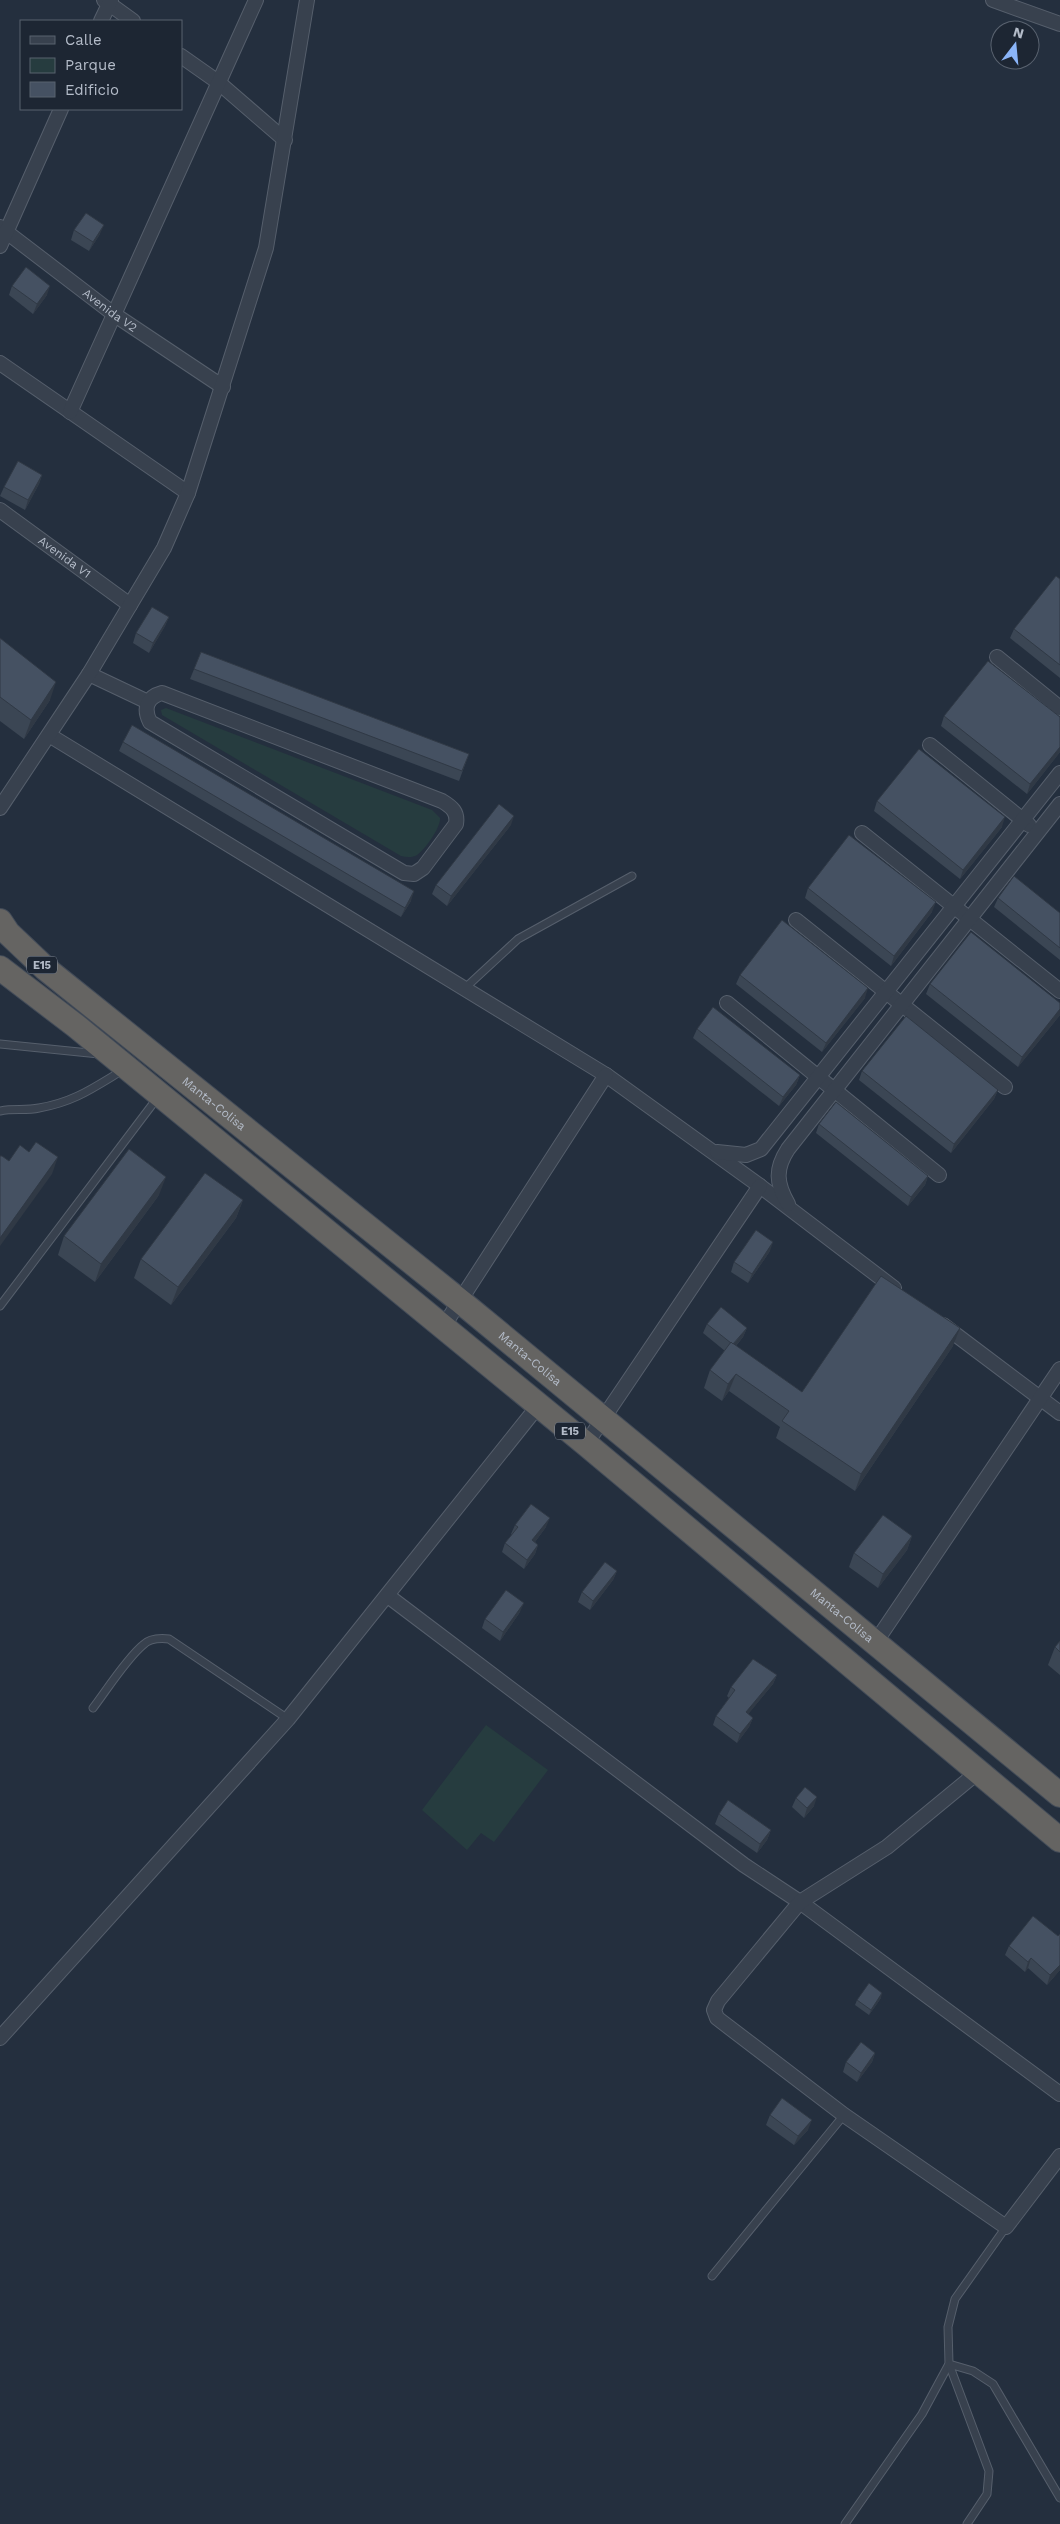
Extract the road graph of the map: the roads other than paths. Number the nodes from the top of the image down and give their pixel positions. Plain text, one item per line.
1 (256, 0) edge
2 (307, 0) edge
3 (993, 0) edge
4 (108, 1) edge
5 (101, 20) edge
6 (132, 20) edge
7 (1060, 24) edge
8 (182, 57) edge
9 (218, 82) junction
10 (61, 110) edge
11 (285, 140) junction
12 (3, 229) edge
13 (0, 246) edge
14 (115, 315) junction
15 (0, 363) edge
16 (223, 387) junction
17 (70, 412) junction
18 (188, 493) junction
19 (0, 510) edge
20 (130, 605) junction
21 (997, 657) dead end
22 (89, 674) junction
23 (148, 702) junction
24 (1060, 708) edge
25 (49, 735) junction
26 (930, 746) dead end
27 (1060, 773) edge
28 (1060, 804) edge
29 (0, 808) edge
30 (1022, 820) junction
31 (1038, 832) junction
32 (862, 833) dead end
33 (632, 876) dead end
34 (955, 907) junction
35 (970, 919) junction
36 (796, 920) dead end
37 (0, 921) edge
38 (0, 968) edge
39 (0, 984) edge
40 (464, 989) junction
41 (30, 990) junction
42 (1060, 992) edge
43 (887, 993) junction
44 (727, 1003) dead end
45 (902, 1005) junction
46 (0, 1044) edge
47 (120, 1062) junction
48 (606, 1074) junction
49 (819, 1078) junction
50 (1005, 1087) dead end
51 (834, 1090) junction
52 (160, 1095) junction
53 (0, 1111) edge
54 (774, 1133) junction
55 (791, 1145) junction
56 (711, 1150) junction
57 (939, 1175) dead end
58 (760, 1186) junction
59 (792, 1210) junction
60 (908, 1299) edge
61 (460, 1301) junction
62 (0, 1306) edge
63 (932, 1316) edge
64 (443, 1327) junction
65 (1060, 1369) edge
66 (1041, 1400) junction
67 (538, 1406) junction
68 (1060, 1413) edge
69 (604, 1418) junction
70 (586, 1444) junction
71 (388, 1596) junction
72 (875, 1644) junction
73 (93, 1708) dead end
74 (288, 1719) junction
75 (978, 1772) junction
76 (1060, 1795) edge
77 (1060, 1799) edge
78 (1040, 1823) junction
79 (1060, 1840) edge
80 (800, 1902) junction
81 (0, 2038) edge
82 (1060, 2094) edge
83 (844, 2116) junction
84 (1060, 2156) edge
85 (1006, 2227) junction
86 (712, 2276) dead end
87 (949, 2364) junction
88 (1060, 2498) edge
89 (845, 2524) edge
90 (967, 2524) edge

1 - 9 street
2 - 11 street
3 - 7 street
4 - 5 street
4 - 6 street
8 - 9 street
9 - 11 street
9 - 14 street
10 - 12 street
11 - 16 street
12 - 13 street
12 - 14 street, Avenida V2
14 - 16 street, Avenida V2
14 - 17 street
15 - 17 street
16 - 18 street
17 - 18 street
18 - 20 street
19 - 20 street, Avenida V1
20 - 22 street
21 - 24 street
22 - 23 street
22 - 25 street
23 - 23 street
25 - 29 street
25 - 40 street
26 - 30 street
27 - 30 street
28 - 31 street
30 - 31 street
30 - 34 street
31 - 35 street
32 - 34 street
33 - 40 lane
34 - 35 street
34 - 43 street
35 - 42 street
35 - 45 street
36 - 43 street
37 - 61 highway, Manta-Colisa / E15
38 - 41 highway, E15
39 - 41 highway
40 - 48 street
41 - 47 highway, E15
43 - 45 street
43 - 49 street
44 - 49 street
45 - 50 street
45 - 51 street
46 - 47 lane
47 - 52 highway, E15
47 - 53 lane
48 - 56 street
48 - 61 street
49 - 51 street
49 - 54 street
51 - 55 street
51 - 57 street
52 - 62 lane
52 - 64 highway, E15
54 - 55 street
54 - 56 street
55 - 59 street
56 - 58 street
58 - 59 street
58 - 69 street
59 - 60 street
61 - 64 street
61 - 69 highway, Manta-Colisa / E15
63 - 66 street
64 - 67 highway, E15
65 - 66 street
66 - 68 street
66 - 72 street
67 - 70 highway, E15
67 - 71 street
69 - 70 street
69 - 72 highway, Manta-Colisa / E15
70 - 75 highway, E15
71 - 74 street
71 - 80 street
72 - 76 highway, Manta-Colisa / E15
73 - 74 lane
74 - 81 street
75 - 78 highway, E15
75 - 80 street
77 - 78 highway
78 - 79 highway, E15
80 - 82 street
80 - 83 street
83 - 85 street
83 - 86 lane
84 - 85 street
85 - 87 lane
87 - 88 lane
87 - 89 lane
87 - 90 lane

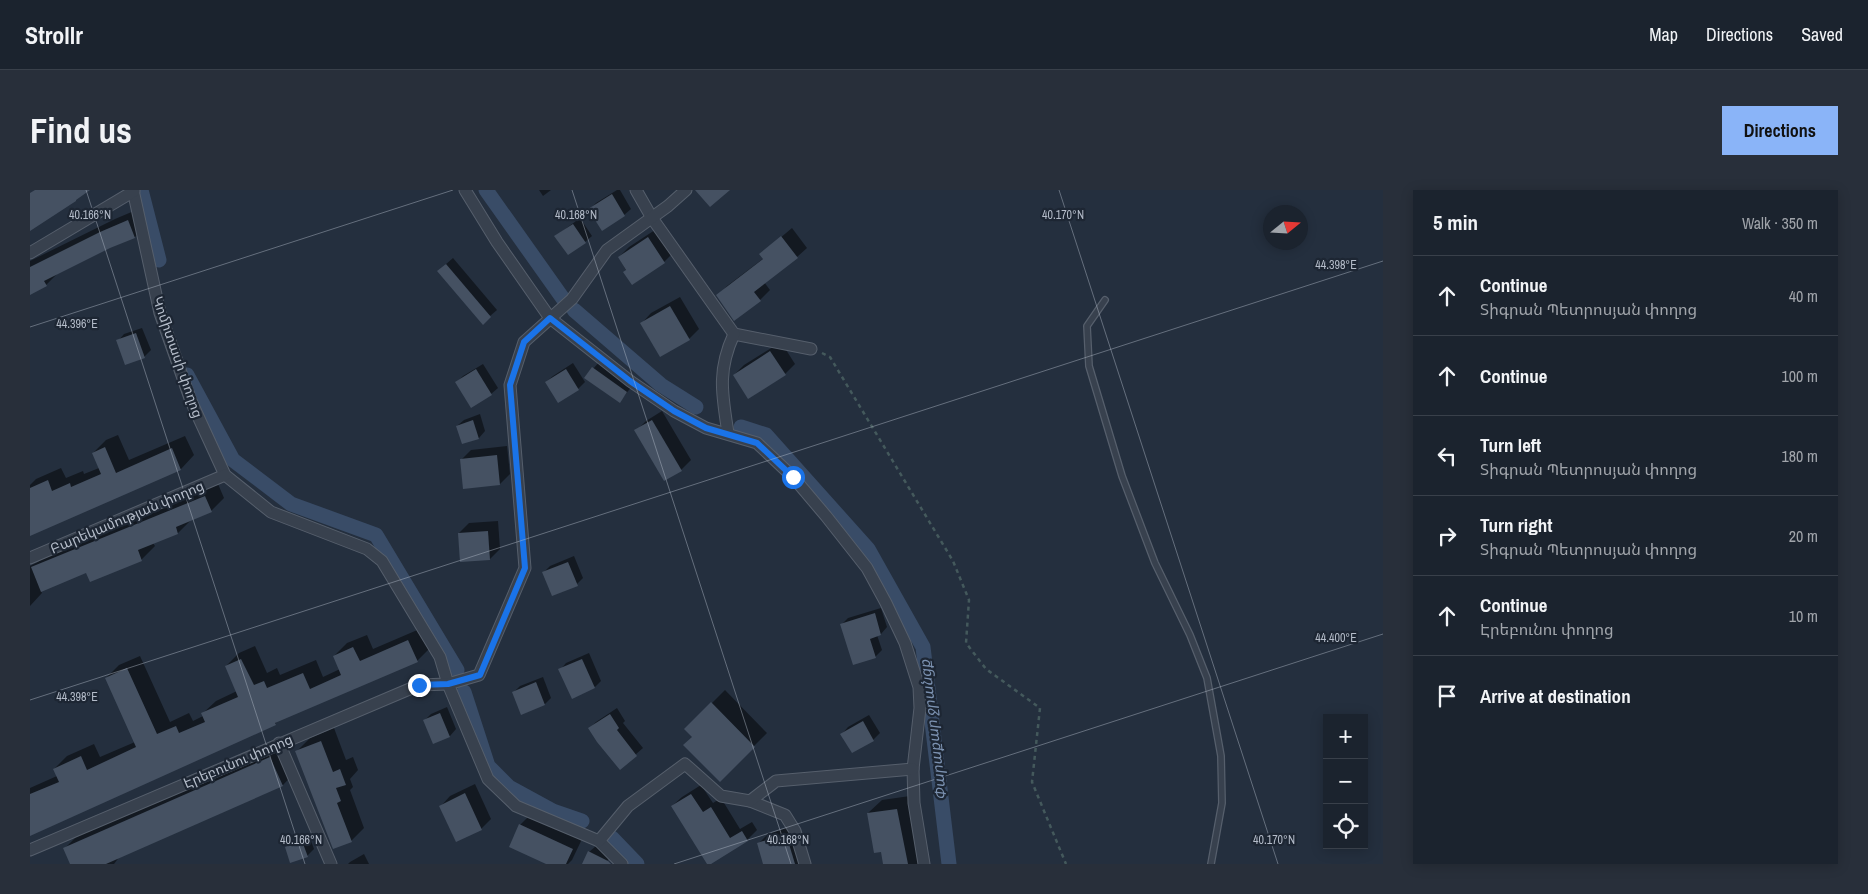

------

**Try it:**
The number alone is the answer: work out how many lines in the data contain "Manta".

**Result of this task:**
4